*** Opening Material provided ***
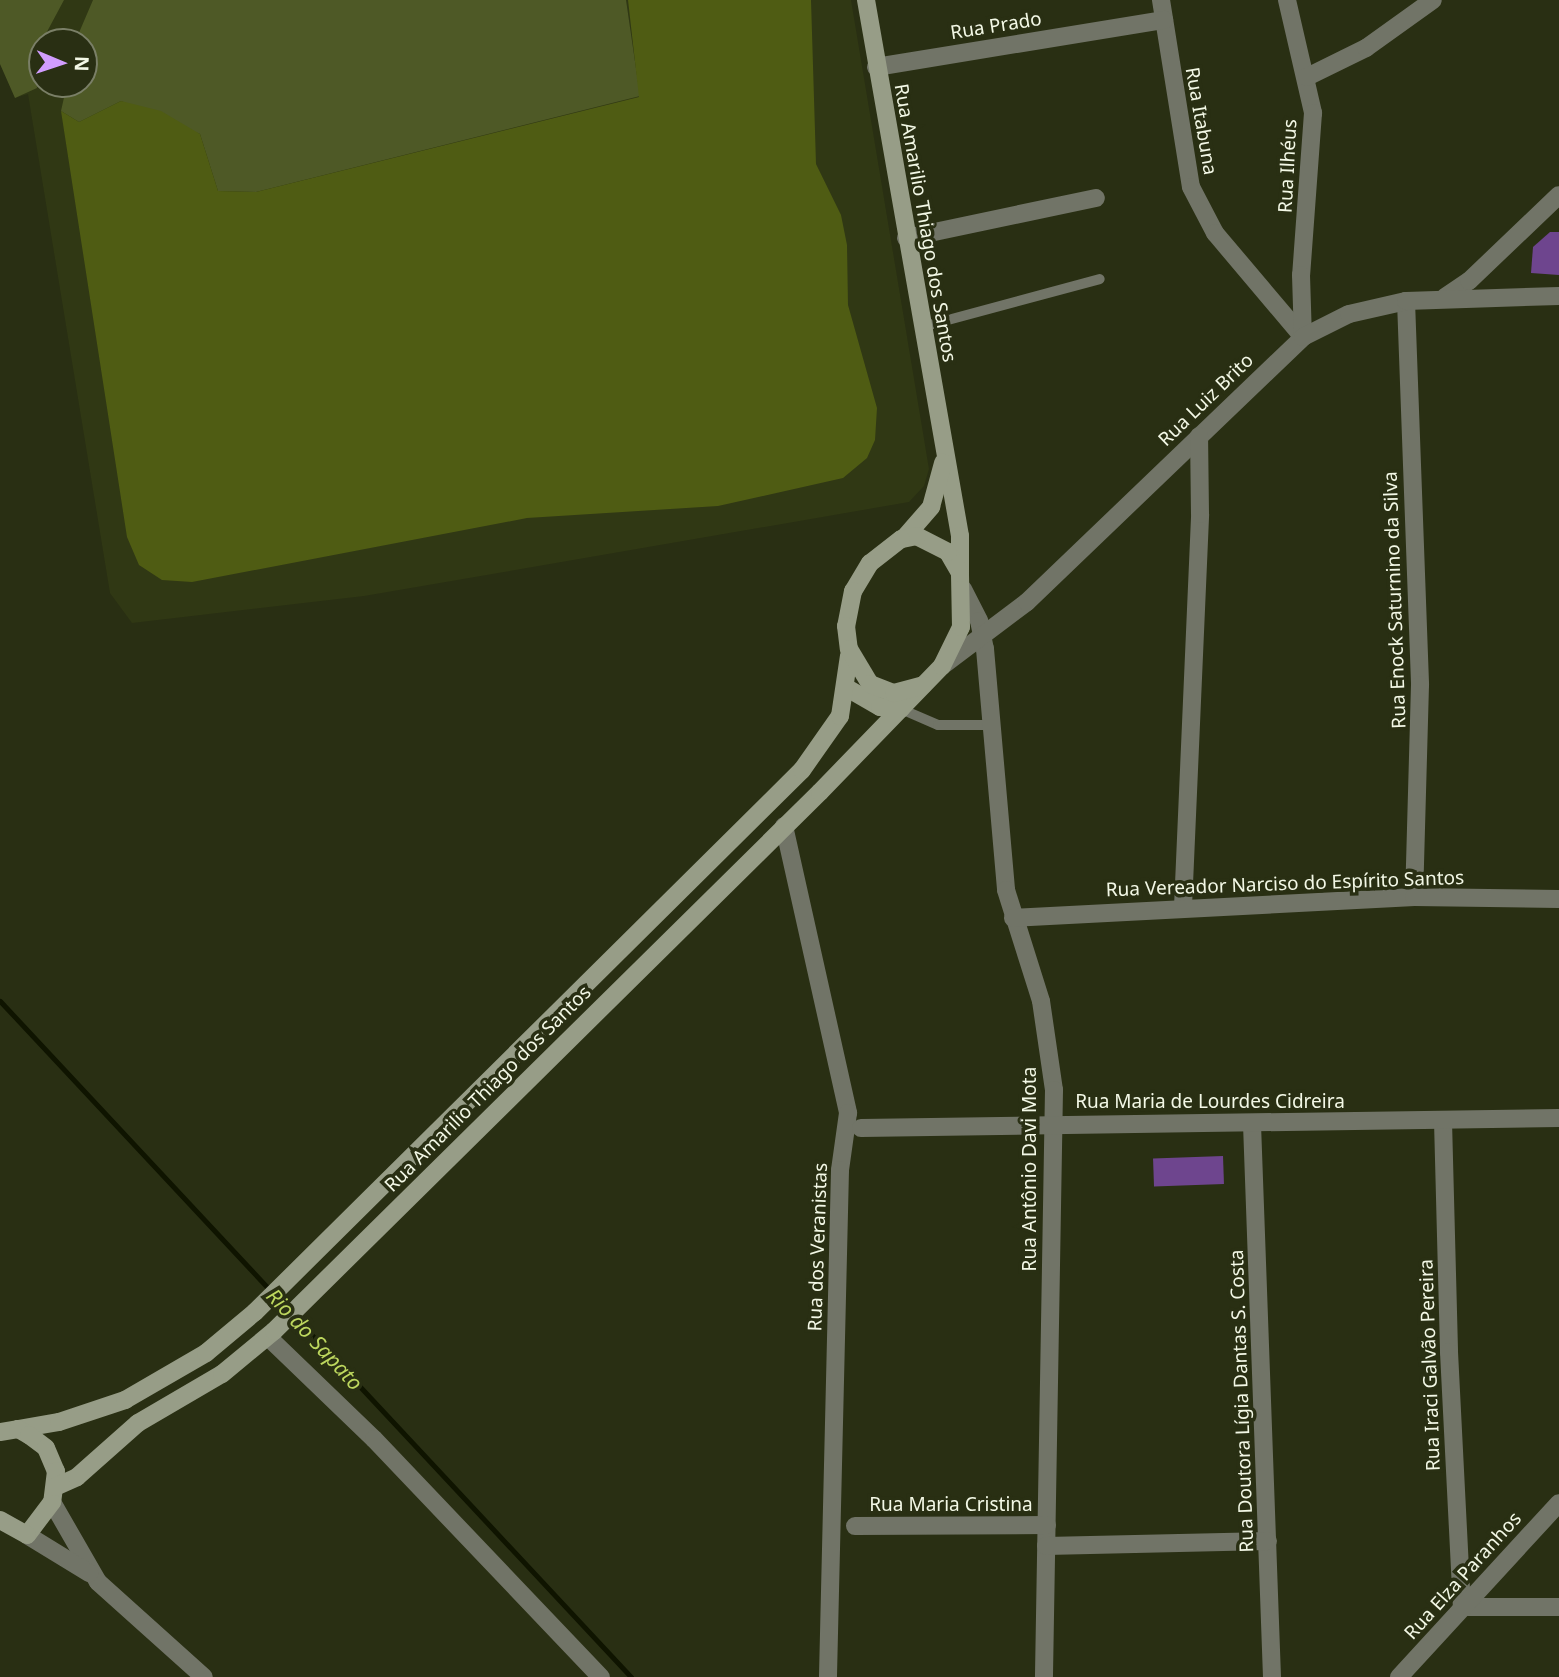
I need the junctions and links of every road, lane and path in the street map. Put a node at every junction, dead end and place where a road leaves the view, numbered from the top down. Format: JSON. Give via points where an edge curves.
{"nodes":[{"id":1,"x":866,"y":0,"type":"edge"},
{"id":2,"x":1161,"y":0,"type":"edge"},
{"id":3,"x":1287,"y":0,"type":"edge"},
{"id":4,"x":1433,"y":0,"type":"edge"},
{"id":5,"x":1164,"y":20,"type":"junction"},
{"id":6,"x":876,"y":67,"type":"junction"},
{"id":7,"x":1307,"y":77,"type":"junction"},
{"id":8,"x":1559,"y":195,"type":"edge"},
{"id":9,"x":1096,"y":198,"type":"dead end"},
{"id":10,"x":906,"y":238,"type":"junction"},
{"id":11,"x":1100,"y":279,"type":"dead end"},
{"id":12,"x":1559,"y":296,"type":"edge"},
{"id":13,"x":1445,"y":298,"type":"junction"},
{"id":14,"x":1406,"y":302,"type":"junction"},
{"id":15,"x":922,"y":327,"type":"junction"},
{"id":16,"x":1303,"y":337,"type":"junction"},
{"id":17,"x":1199,"y":436,"type":"junction"},
{"id":18,"x":944,"y":453,"type":"junction"},
{"id":19,"x":905,"y":537,"type":"junction"},
{"id":20,"x":961,"y":581,"type":"junction"},
{"id":21,"x":982,"y":634,"type":"junction"},
{"id":22,"x":849,"y":649,"type":"junction"},
{"id":23,"x":942,"y":666,"type":"junction"},
{"id":24,"x":923,"y":685,"type":"junction"},
{"id":25,"x":848,"y":688,"type":"junction"},
{"id":26,"x":901,"y":709,"type":"junction"},
{"id":27,"x":990,"y":725,"type":"junction"},
{"id":28,"x":785,"y":826,"type":"junction"},
{"id":29,"x":1414,"y":897,"type":"junction"},
{"id":30,"x":1559,"y":899,"type":"edge"},
{"id":31,"x":1183,"y":907,"type":"junction"},
{"id":32,"x":1013,"y":918,"type":"junction"},
{"id":33,"x":1559,"y":1118,"type":"edge"},
{"id":34,"x":1443,"y":1121,"type":"junction"},
{"id":35,"x":1054,"y":1124,"type":"junction"},
{"id":36,"x":1252,"y":1124,"type":"junction"},
{"id":37,"x":861,"y":1128,"type":"dead end"},
{"id":38,"x":271,"y":1334,"type":"junction"},
{"id":39,"x":9,"y":1430,"type":"edge"},
{"id":40,"x":53,"y":1494,"type":"junction"},
{"id":41,"x":1559,"y":1503,"type":"edge"},
{"id":42,"x":0,"y":1520,"type":"edge"},
{"id":43,"x":1047,"y":1525,"type":"junction"},
{"id":44,"x":855,"y":1526,"type":"dead end"},
{"id":45,"x":27,"y":1535,"type":"junction"},
{"id":46,"x":1268,"y":1541,"type":"junction"},
{"id":47,"x":1046,"y":1546,"type":"junction"},
{"id":48,"x":93,"y":1576,"type":"junction"},
{"id":49,"x":1462,"y":1607,"type":"junction"},
{"id":50,"x":1559,"y":1607,"type":"edge"},
{"id":51,"x":204,"y":1677,"type":"edge"},
{"id":52,"x":601,"y":1677,"type":"edge"},
{"id":53,"x":828,"y":1677,"type":"edge"},
{"id":54,"x":1044,"y":1677,"type":"edge"},
{"id":55,"x":1272,"y":1677,"type":"edge"},
{"id":56,"x":1399,"y":1677,"type":"edge"}],
"edges":[{"from":1,"to":6,"type":"main road","name":"Rua Amarilio Thiago dos Santos"},
{"from":2,"to":5,"type":"street","name":"Rua Itabuna"},
{"from":3,"to":7,"type":"street","name":"Rua Ilhéus"},
{"from":4,"to":7,"type":"street","via":[[1366,48]]},
{"from":5,"to":6,"type":"street","name":"Rua Prado"},
{"from":5,"to":16,"type":"street","name":"Rua Itabuna","via":[[1183,156],[1196,198],[1214,233]]},
{"from":6,"to":10,"type":"main road","name":"Rua Amarilio Thiago dos Santos"},
{"from":7,"to":16,"type":"street","name":"Rua Ilhéus","via":[[1314,142],[1301,275]]},
{"from":8,"to":13,"type":"street"},
{"from":9,"to":10,"type":"street"},
{"from":10,"to":15,"type":"main road","name":"Rua Amarilio Thiago dos Santos"},
{"from":11,"to":15,"type":"lane"},
{"from":12,"to":13,"type":"street","name":"Rua Luiz Brito"},
{"from":13,"to":14,"type":"street","name":"Rua Luiz Brito"},
{"from":14,"to":16,"type":"street","name":"Rua Luiz Brito","via":[[1349,314]]},
{"from":14,"to":29,"type":"street","name":"Rua Enock Saturnino da Silva","via":[[1419,685]]},
{"from":15,"to":18,"type":"main road","name":"Rua Amarilio Thiago dos Santos"},
{"from":16,"to":17,"type":"street","name":"Rua Luiz Brito"},
{"from":17,"to":21,"type":"street","name":"Rua Luiz Brito","via":[[1027,602]]},
{"from":17,"to":31,"type":"street","via":[[1200,514]]},
{"from":18,"to":19,"type":"main road","name":"Rua Amarilio Thiago dos Santos","via":[[931,507]]},
{"from":18,"to":20,"type":"main road","name":"Rua Amarilio Thiago dos Santos","via":[[960,536]]},
{"from":19,"to":20,"type":"main road","via":[[928,538],[939,544],[956,561]]},
{"from":19,"to":22,"type":"main road","via":[[884,550],[860,577],[848,607]]},
{"from":20,"to":21,"type":"street","name":"Rua Antônio Davi Mota"},
{"from":20,"to":23,"type":"main road","via":[[961,627]]},
{"from":21,"to":23,"type":"street","name":"Rua Luiz Brito"},
{"from":21,"to":27,"type":"street","name":"Rua Antônio Davi Mota"},
{"from":22,"to":24,"type":"main road","via":[[862,676],[882,690],[894,693]]},
{"from":22,"to":25,"type":"main road","name":"Rua Amarilio Thiago dos Santos"},
{"from":23,"to":24,"type":"main road"},
{"from":24,"to":26,"type":"main road","name":"Rua Amarilio Thiago dos Santos"},
{"from":25,"to":26,"type":"main road","via":[[880,707]]},
{"from":25,"to":39,"type":"main road","name":"Rua Amarilio Thiago dos Santos","via":[[831,735],[802,770],[255,1312],[206,1353],[125,1400],[59,1422]]},
{"from":26,"to":27,"type":"lane","via":[[938,725]]},
{"from":26,"to":28,"type":"main road","name":"Rua Amarilio Thiago dos Santos"},
{"from":27,"to":32,"type":"street","name":"Rua Antônio Davi Mota","via":[[1000,856]]},
{"from":28,"to":38,"type":"main road","name":"Rua Amarilio Thiago dos Santos"},
{"from":28,"to":53,"type":"street","name":"Rua dos Veranistas","via":[[848,1113],[841,1170]]},
{"from":29,"to":30,"type":"street","name":"Rua Vereador Narciso do Espírito Santos"},
{"from":29,"to":31,"type":"street","name":"Rua Vereador Narciso do Espírito Santos"},
{"from":31,"to":32,"type":"street","name":"Rua Vereador Narciso do Espírito Santos"},
{"from":32,"to":35,"type":"street","name":"Rua Antônio Davi Mota","via":[[1047,1030]]},
{"from":33,"to":34,"type":"street","name":"Rua Maria de Lourdes Cidreira"},
{"from":34,"to":36,"type":"street","name":"Rua Maria de Lourdes Cidreira"},
{"from":34,"to":49,"type":"street","name":"Rua Iraci Galvão Pereira","via":[[1449,1365]]},
{"from":35,"to":36,"type":"street","name":"Rua Maria de Lourdes Cidreira"},
{"from":35,"to":37,"type":"street","name":"Rua Maria de Lourdes Cidreira"},
{"from":35,"to":43,"type":"street","name":"Rua Antônio Davi Mota"},
{"from":36,"to":46,"type":"street","name":"Rua Doutora Lígia Dantas S. Costa"},
{"from":38,"to":40,"type":"main road","name":"Rua Amarilio Thiago dos Santos","via":[[222,1374],[138,1423]]},
{"from":38,"to":52,"type":"street"},
{"from":39,"to":40,"type":"main road","via":[[46,1448],[53,1459]]},
{"from":40,"to":45,"type":"main road"},
{"from":40,"to":48,"type":"street"},
{"from":41,"to":49,"type":"street","name":"Rua Elza Paranhos"},
{"from":42,"to":45,"type":"main road"},
{"from":43,"to":44,"type":"street","name":"Rua Maria Cristina"},
{"from":43,"to":47,"type":"street","name":"Rua Antônio Davi Mota"},
{"from":45,"to":48,"type":"street"},
{"from":46,"to":47,"type":"street"},
{"from":46,"to":55,"type":"street","name":"Rua Doutora Lígia Dantas S. Costa"},
{"from":47,"to":54,"type":"street","name":"Rua Antônio Davi Mota"},
{"from":48,"to":51,"type":"street"},
{"from":49,"to":50,"type":"street"},
{"from":49,"to":56,"type":"street","name":"Rua Elza Paranhos"}]}
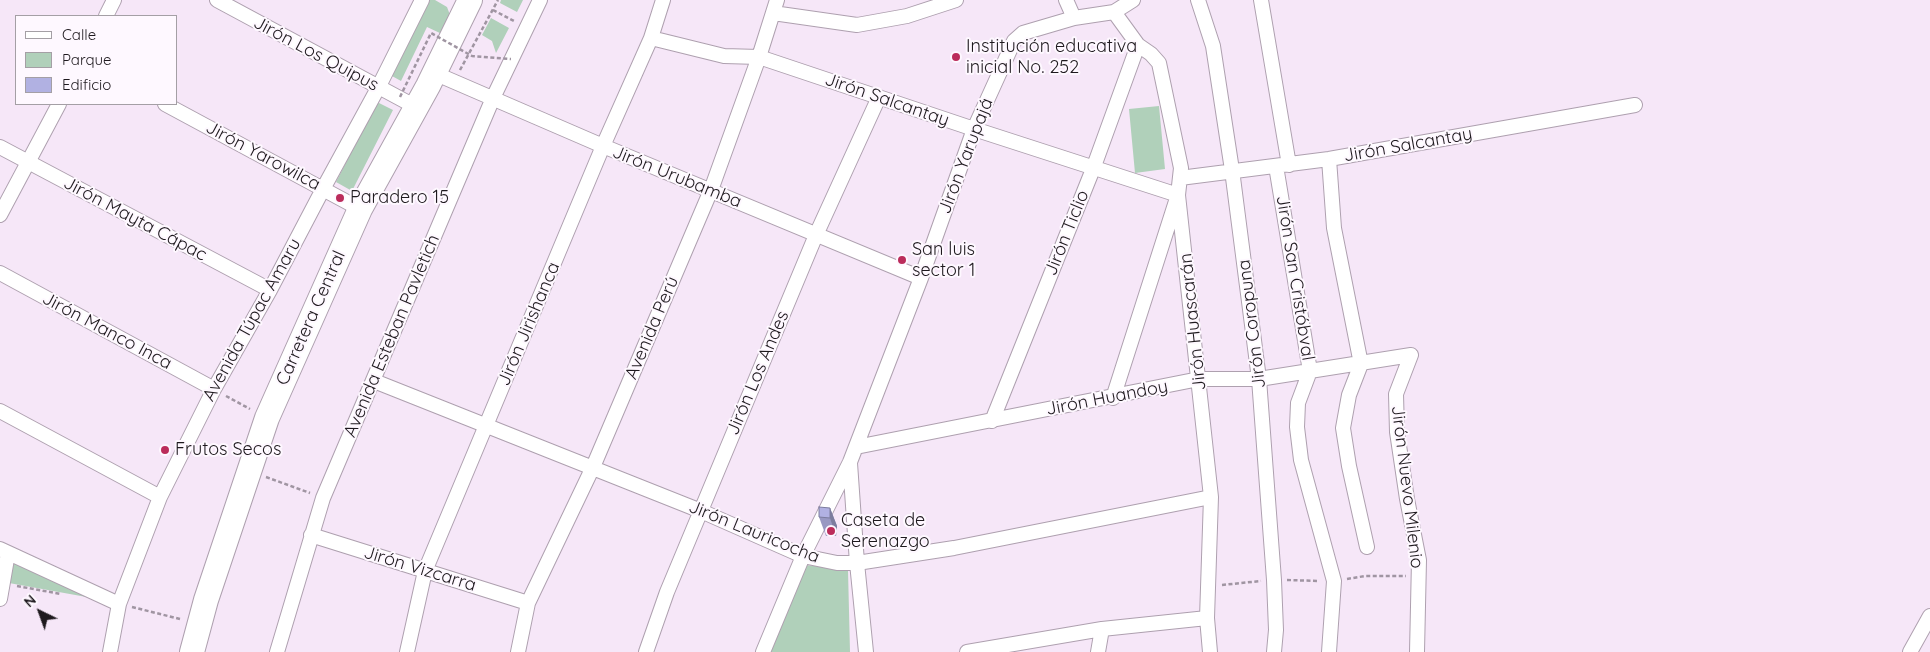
*** Closing Material provided ***
Instructions to follow =>
Using the records above, report each line that contains the word "Espírito" by copying it.

Problem solution =>
{"from":29,"to":30,"type":"street","name":"Rua Vereador Narciso do Espírito Santos"},
{"from":29,"to":31,"type":"street","name":"Rua Vereador Narciso do Espírito Santos"},
{"from":31,"to":32,"type":"street","name":"Rua Vereador Narciso do Espírito Santos"},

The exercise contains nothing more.